[Dataset entries]
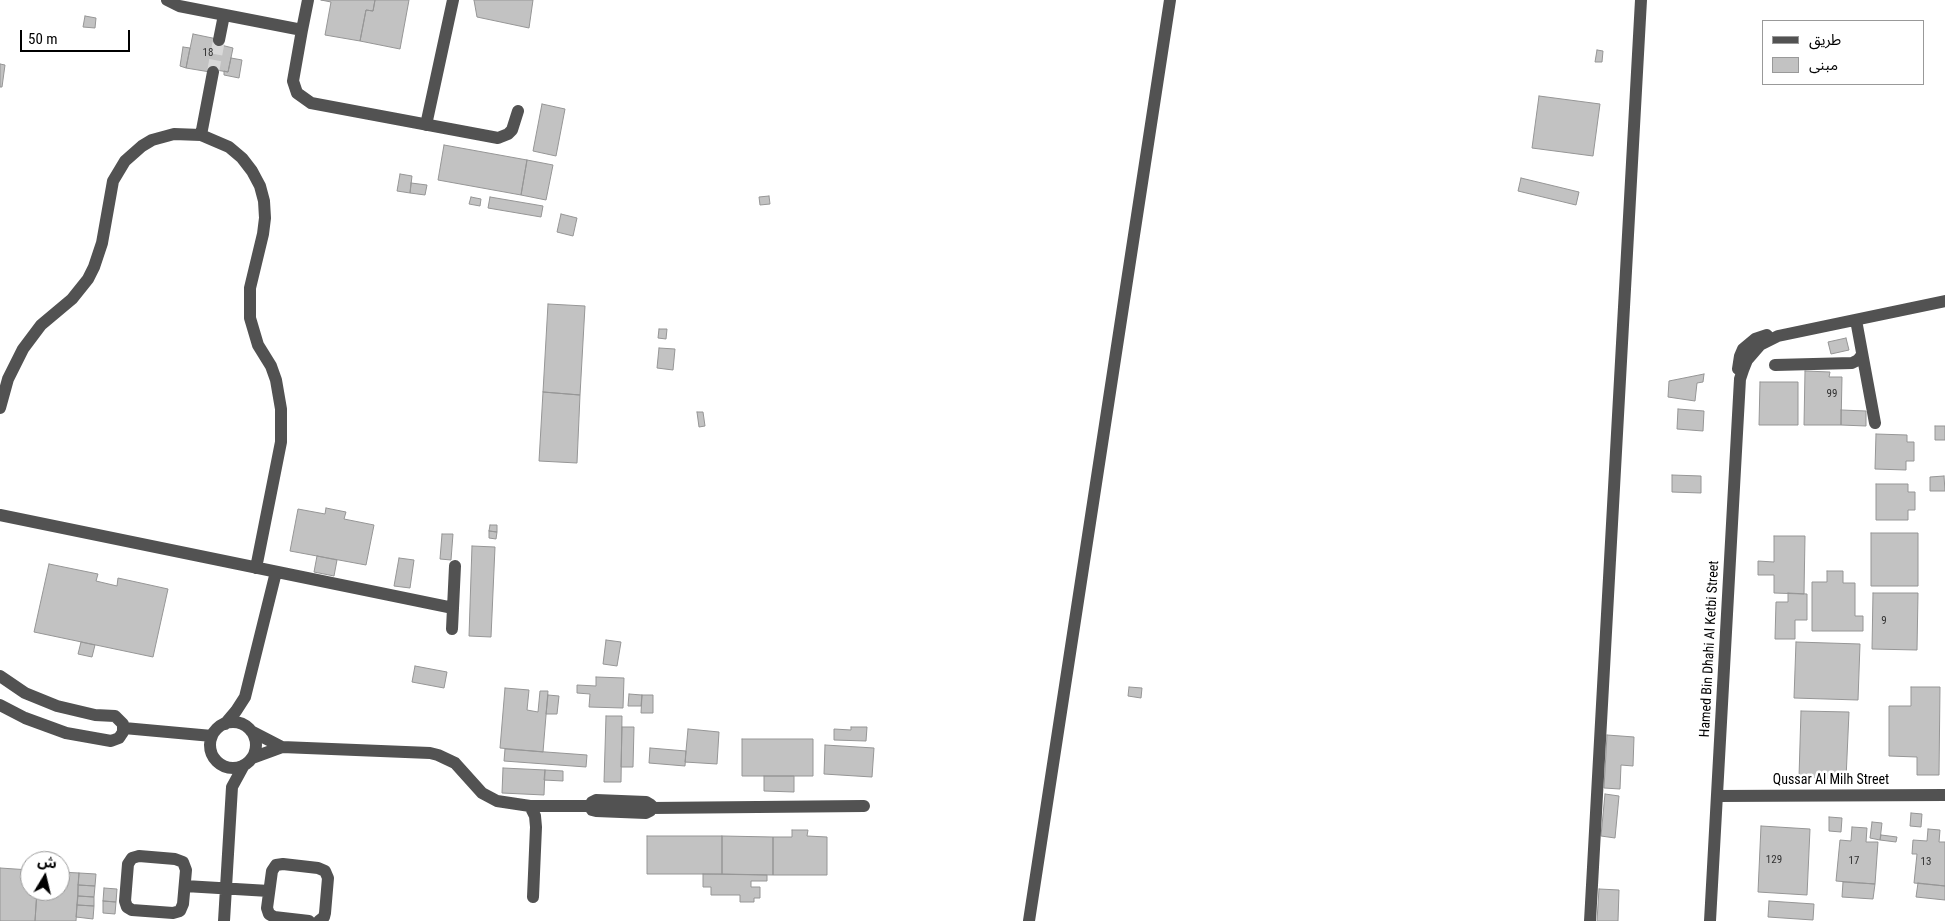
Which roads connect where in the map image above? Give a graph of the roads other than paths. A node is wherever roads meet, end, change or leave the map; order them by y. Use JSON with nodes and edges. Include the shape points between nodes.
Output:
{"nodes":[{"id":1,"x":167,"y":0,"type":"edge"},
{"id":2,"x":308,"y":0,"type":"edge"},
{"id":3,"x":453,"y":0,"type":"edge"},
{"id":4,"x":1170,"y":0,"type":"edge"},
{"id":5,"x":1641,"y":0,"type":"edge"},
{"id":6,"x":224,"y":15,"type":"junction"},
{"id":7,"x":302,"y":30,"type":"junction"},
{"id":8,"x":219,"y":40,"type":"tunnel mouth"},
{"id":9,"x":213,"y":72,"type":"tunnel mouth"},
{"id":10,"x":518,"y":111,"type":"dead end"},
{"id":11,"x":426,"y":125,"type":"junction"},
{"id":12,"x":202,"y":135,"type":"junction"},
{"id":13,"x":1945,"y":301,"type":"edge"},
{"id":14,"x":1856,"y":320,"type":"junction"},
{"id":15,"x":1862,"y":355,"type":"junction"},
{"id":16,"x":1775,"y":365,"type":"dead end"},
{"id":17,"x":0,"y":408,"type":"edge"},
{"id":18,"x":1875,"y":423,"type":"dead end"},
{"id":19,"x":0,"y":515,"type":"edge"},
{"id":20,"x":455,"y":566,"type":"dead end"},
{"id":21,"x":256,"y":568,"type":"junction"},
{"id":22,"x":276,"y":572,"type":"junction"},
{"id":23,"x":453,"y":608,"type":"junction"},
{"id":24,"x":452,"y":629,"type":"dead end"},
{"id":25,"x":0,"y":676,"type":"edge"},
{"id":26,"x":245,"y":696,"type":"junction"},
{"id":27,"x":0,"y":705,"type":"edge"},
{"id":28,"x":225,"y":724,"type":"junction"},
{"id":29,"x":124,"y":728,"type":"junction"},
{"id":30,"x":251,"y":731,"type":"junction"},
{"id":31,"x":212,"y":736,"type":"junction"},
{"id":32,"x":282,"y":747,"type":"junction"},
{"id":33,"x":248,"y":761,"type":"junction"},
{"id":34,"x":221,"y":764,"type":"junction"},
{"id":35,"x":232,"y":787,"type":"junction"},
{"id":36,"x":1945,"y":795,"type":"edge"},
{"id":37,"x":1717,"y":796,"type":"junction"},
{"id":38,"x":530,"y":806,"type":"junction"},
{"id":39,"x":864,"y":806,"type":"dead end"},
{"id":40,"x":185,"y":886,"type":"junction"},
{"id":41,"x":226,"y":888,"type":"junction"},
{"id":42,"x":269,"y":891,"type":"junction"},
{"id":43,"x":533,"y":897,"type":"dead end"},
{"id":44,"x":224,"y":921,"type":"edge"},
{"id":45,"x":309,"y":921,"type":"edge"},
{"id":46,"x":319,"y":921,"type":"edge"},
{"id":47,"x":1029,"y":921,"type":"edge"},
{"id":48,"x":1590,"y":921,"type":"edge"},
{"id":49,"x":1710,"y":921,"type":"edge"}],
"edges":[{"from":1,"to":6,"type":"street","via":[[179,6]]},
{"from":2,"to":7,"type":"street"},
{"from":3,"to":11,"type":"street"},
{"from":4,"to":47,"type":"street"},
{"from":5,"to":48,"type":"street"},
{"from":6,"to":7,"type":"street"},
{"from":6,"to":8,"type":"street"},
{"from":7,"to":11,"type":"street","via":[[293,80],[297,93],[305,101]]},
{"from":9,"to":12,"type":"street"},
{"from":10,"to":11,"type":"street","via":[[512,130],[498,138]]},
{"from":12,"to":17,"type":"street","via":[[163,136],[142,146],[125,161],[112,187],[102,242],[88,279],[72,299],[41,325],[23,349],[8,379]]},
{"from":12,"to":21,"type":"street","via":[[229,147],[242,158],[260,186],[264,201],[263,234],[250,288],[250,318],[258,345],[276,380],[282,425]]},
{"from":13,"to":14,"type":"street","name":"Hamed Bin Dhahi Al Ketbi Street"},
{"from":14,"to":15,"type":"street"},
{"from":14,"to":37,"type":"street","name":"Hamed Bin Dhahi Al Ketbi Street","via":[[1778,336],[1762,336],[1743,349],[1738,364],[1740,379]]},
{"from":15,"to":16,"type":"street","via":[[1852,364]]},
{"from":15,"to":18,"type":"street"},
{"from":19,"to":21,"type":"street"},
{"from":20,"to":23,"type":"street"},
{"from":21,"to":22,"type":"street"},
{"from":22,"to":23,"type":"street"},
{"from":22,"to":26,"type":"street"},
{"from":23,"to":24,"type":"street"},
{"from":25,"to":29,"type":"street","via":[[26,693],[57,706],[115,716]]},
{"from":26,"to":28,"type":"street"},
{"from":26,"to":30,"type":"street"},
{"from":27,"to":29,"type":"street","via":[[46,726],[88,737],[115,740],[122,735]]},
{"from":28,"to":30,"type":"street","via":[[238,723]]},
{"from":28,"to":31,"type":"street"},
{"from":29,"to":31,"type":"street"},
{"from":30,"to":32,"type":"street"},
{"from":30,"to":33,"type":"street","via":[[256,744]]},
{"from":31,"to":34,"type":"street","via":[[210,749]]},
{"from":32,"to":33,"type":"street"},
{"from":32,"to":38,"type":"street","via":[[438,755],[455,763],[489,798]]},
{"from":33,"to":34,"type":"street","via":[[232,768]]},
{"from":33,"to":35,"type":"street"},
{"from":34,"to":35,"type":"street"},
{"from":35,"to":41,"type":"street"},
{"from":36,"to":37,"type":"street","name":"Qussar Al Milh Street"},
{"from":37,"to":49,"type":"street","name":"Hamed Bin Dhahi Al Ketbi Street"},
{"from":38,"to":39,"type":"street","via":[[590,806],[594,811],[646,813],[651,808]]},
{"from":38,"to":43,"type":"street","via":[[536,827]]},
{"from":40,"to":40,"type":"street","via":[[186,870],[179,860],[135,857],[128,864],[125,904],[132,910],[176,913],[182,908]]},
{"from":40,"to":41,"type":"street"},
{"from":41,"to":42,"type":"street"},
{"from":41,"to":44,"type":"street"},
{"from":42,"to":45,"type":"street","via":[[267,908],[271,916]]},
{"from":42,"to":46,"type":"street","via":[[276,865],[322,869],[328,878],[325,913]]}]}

Exercise directions:
Each line that contains the string "mouth" should be copied from the data above.

Written solution:
{"id":8,"x":219,"y":40,"type":"tunnel mouth"},
{"id":9,"x":213,"y":72,"type":"tunnel mouth"},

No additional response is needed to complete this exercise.